ILC3s regulate the gut microbiota via host intestinal galactosylation to limit pathogen infection in mice

Host immunity and commensal bacteria synergistically maintain intestinal homeostasis and mediate colonization resistance against pathogens. However, the molecular and cellular mechanisms remain unclear. Here, with a mouse infection model of Citrobacter rodentium, a natural mouse intestinal pathogen that mimics human enteropathogenic Escherichia coli and enterohaemorrhagic Escherichia coli, we find that group 3 innate lymphoid cells (ILC3s) can protect the host from infection by regulating gut microbiota. Mechanistically, ILC3s can control gut dysbiosis through IL-22-dependent regulation of intestinal galactosylation in mice.

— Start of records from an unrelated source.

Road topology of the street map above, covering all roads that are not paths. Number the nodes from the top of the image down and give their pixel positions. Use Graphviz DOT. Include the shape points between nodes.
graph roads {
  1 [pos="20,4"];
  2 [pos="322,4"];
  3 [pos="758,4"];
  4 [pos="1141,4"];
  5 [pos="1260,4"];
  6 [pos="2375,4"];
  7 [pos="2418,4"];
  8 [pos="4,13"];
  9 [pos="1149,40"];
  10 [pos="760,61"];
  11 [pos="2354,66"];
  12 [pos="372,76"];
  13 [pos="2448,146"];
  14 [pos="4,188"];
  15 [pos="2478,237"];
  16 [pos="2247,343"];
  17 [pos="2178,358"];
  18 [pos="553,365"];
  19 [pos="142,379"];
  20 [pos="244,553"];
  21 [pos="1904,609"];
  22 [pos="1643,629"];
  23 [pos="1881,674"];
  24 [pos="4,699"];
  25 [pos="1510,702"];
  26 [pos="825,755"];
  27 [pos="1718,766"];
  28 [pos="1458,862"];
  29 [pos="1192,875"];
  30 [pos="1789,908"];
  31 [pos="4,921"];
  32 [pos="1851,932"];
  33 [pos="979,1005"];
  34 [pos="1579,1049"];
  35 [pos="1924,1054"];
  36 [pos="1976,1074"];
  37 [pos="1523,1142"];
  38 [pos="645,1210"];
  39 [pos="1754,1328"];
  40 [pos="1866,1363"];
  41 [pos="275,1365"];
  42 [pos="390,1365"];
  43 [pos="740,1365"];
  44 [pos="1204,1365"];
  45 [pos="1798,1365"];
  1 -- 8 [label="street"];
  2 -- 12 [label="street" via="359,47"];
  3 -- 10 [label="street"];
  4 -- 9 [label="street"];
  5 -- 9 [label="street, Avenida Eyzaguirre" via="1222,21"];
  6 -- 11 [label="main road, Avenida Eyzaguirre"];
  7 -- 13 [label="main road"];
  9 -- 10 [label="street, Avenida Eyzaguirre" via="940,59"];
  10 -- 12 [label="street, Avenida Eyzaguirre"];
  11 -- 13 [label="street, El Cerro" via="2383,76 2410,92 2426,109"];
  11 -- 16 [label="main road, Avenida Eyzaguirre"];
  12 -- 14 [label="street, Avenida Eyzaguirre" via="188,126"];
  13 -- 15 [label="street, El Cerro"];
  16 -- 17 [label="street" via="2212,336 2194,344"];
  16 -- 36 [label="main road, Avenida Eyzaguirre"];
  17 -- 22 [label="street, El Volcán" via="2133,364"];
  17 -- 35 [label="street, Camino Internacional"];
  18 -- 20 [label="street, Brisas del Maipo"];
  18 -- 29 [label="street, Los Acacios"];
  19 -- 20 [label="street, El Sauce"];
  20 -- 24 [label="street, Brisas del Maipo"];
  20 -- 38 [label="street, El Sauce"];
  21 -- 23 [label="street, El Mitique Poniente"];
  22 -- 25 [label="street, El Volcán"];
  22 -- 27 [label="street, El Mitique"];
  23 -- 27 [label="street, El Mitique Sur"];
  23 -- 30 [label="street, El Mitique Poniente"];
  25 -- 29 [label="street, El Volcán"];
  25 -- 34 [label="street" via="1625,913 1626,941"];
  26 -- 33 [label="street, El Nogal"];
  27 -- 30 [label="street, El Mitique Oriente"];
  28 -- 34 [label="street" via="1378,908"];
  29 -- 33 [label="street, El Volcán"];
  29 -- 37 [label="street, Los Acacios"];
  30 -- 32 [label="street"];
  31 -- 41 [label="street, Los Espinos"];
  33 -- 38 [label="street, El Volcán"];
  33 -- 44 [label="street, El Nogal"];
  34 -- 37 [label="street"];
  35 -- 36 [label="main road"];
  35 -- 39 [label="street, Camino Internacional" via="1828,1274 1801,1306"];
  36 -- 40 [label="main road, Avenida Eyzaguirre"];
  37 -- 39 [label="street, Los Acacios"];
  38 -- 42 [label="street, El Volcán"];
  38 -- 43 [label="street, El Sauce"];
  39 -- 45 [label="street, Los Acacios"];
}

ILC3 deficiency led to an increase in intestinal galactosylation and the expansion of commensal Akkermansia muciniphila in colonic mucus. The increased A. muciniphila and A. muciniphila-derived metabolic product succinate further promoted the expression of pathogen virulence factors tir and ler, resulting in increased susceptibility to C. rodentium infection. Together, our data reveal a mechanism for ILC3s in protecting against pathogen infection through the regulation of intestinal glycosylation and gut microbiota metabolism.